• TRY IT: Each line that includes "Nodes" must be copied from the records.

• PROVIDED DATA:
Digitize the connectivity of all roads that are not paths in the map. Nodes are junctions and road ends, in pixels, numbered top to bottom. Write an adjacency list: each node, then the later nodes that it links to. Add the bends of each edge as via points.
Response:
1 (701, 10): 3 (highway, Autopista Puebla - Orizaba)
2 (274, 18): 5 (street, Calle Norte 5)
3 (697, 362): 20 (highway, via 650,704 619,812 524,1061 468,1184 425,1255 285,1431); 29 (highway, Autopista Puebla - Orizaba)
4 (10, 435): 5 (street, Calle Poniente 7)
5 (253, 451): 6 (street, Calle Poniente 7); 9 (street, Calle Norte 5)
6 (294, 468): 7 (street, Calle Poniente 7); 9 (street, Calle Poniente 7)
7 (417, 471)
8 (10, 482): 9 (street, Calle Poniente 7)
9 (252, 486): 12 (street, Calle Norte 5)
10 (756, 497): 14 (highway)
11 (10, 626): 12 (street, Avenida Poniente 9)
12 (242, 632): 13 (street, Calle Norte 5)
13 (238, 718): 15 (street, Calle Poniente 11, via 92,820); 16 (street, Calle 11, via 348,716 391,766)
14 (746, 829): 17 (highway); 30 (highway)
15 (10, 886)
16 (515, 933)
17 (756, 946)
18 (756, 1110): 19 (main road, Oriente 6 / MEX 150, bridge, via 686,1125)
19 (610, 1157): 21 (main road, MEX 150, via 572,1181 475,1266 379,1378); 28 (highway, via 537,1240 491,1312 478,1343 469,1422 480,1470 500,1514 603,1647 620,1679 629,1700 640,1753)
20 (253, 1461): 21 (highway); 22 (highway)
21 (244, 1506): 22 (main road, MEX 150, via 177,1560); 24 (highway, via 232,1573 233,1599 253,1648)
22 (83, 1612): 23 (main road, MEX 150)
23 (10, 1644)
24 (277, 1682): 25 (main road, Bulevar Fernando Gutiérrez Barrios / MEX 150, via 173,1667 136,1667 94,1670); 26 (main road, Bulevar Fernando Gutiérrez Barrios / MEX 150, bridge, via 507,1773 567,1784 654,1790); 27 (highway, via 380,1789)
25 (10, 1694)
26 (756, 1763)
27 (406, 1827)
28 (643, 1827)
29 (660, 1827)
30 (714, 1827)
--
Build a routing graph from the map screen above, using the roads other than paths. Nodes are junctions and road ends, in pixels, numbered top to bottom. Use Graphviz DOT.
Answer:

• COMPLETED EXERCISE:
Digitize the connectivity of all roads that are not paths in the map. Nodes are junctions and road ends, in pixels, numbered top to bottom. Write an adjacency list: each node, then the later nodes that it links to. Add the bends of each edge as via points.
Build a routing graph from the map screen above, using the roads other than paths. Nodes are junctions and road ends, in pixels, numbered top to bottom. Use Graphviz DOT.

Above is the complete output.